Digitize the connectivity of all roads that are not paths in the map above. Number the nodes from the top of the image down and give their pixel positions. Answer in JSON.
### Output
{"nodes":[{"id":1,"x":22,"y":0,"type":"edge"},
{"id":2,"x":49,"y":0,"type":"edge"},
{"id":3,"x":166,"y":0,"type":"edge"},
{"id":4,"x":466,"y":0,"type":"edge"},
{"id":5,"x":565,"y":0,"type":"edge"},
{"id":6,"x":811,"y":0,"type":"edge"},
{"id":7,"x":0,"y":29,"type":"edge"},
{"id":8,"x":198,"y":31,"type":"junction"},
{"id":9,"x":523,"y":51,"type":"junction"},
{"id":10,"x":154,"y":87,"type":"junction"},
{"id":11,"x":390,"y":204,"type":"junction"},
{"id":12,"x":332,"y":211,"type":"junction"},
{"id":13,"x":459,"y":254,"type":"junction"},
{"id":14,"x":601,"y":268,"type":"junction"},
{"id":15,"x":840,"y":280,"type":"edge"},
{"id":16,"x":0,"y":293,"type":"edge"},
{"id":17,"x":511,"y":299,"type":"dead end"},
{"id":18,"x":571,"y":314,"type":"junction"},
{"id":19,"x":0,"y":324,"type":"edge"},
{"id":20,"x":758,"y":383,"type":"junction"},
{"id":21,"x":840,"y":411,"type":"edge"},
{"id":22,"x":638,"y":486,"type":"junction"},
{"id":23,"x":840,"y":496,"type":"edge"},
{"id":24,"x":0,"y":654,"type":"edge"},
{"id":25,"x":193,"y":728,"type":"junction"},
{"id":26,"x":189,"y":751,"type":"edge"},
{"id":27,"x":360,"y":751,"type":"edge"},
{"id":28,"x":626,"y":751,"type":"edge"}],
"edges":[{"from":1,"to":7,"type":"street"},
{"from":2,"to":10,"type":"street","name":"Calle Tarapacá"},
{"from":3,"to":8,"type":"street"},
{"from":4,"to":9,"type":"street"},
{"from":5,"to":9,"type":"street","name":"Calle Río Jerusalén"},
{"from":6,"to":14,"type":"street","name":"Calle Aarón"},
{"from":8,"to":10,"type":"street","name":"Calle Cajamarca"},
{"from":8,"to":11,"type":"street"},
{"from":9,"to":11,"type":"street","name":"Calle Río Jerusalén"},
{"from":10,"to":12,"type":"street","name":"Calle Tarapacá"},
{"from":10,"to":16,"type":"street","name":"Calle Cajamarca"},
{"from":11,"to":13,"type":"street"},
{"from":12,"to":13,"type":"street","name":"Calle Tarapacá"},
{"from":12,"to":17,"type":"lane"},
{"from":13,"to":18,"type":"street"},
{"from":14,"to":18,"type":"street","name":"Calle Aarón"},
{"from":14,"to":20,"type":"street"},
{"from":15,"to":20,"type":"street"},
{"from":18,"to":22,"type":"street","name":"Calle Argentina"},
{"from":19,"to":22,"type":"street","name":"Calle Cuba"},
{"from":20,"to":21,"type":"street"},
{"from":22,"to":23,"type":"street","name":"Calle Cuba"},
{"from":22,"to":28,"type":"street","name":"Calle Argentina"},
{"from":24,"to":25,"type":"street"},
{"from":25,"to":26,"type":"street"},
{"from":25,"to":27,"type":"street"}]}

************

▶ **To do**
Nothing but the lines holding the word "Cuba" should be returned from the listing above.

▶ **Exercise result**
{"from":19,"to":22,"type":"street","name":"Calle Cuba"},
{"from":22,"to":23,"type":"street","name":"Calle Cuba"},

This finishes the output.